Okonjo-Iweala also suggested a reduction of linkage and regulatory costs as well as Customs duties to encourage investments.
She argued that the costs of doing business in Nigeria were far higher than those of high-income countries.
The WTO boss also urged an improvement of the security situation in the country to attract foreign and domestic investments.
She made the suggestions at the just concluded two-day Mid-term Ministerial Performance Review retreat in Abuja.
Nigeria must also reduce all costs associated with moving goods from the factory to the final consumer to complement investment facilitation, the former finance minister said.
She said Nigeria’s trade cost, which is about two percent higher than the rest of African countries, is equivalent to a 306% tariff, and about one and half times higher than the cost in high-income countries.
Improving security and lowering transaction cost for foreign investment, even for domestic investment, would be necessary. And Nigeria is part of a group of countries negotiating an agreement on investment facilitation at the WTO.
Once this agreement is negotiated, ratified, and is being implemented, it could be instrumental in attracting additional trade-oriented investment.
To complement investment facilitation, Nigeria has to cut down on trade cost, infrastructure cost, linkage cost, regulatory cost, customs cost, basically, all costs associated with moving goods from tie factory or farm gate to the final consumer.

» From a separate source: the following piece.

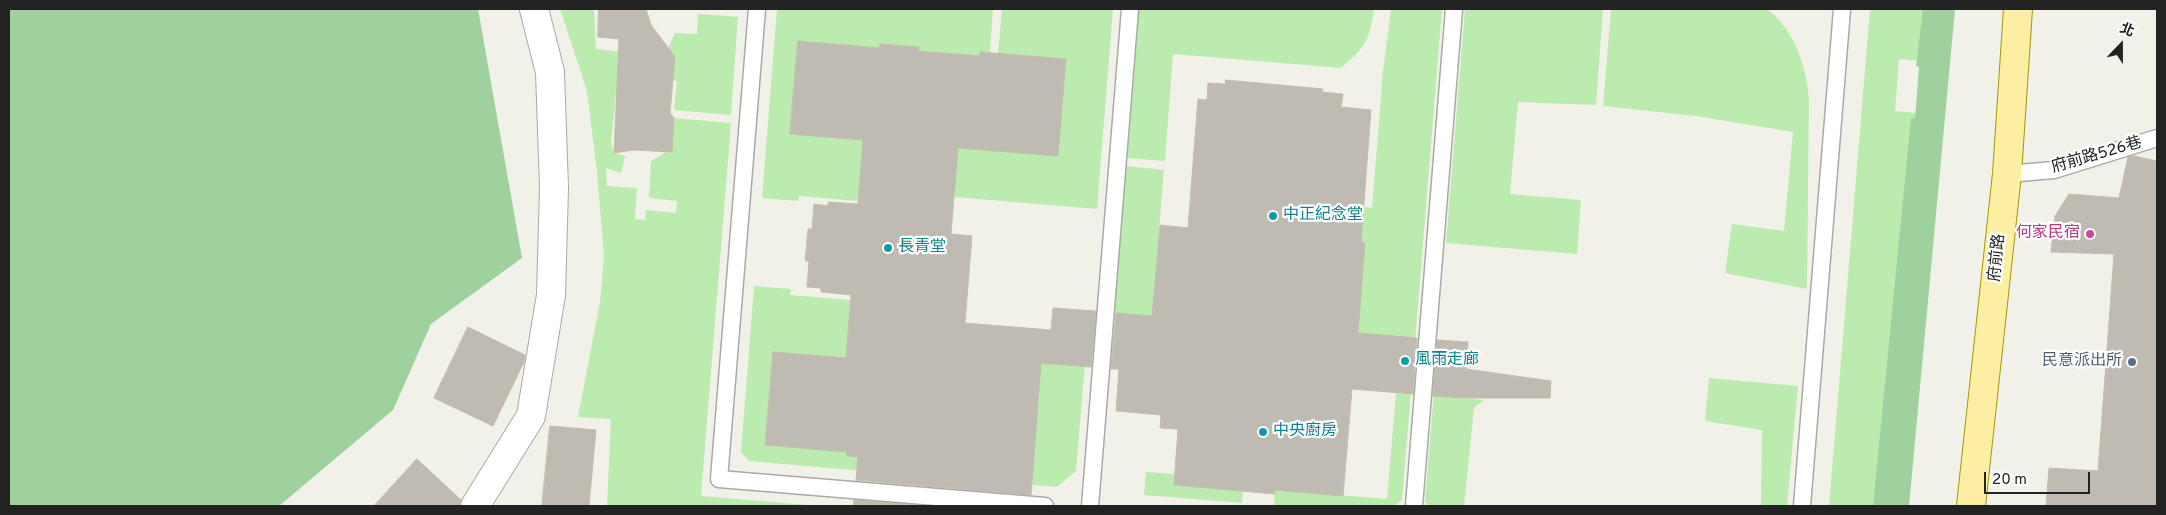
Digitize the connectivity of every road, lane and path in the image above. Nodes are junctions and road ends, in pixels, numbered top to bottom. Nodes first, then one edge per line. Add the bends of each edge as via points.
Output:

Nigeria’s trade costs are too high. According to the World Bank-ESCAP trade costs for 2019, trade costs for African countries are on the average equivalent of a 304% tariff and for Nigeria, it’s even slightly higher at 306%.
These numbers are one and half times higher than trade cost in high-income countries. Such high costs are not conducive to forming a regional value chain.
Congestion, capacity constraints and high costs in our ports make life difficult for anyone seeking to build supply chain operations in Nigeria and hence, expand trade from there.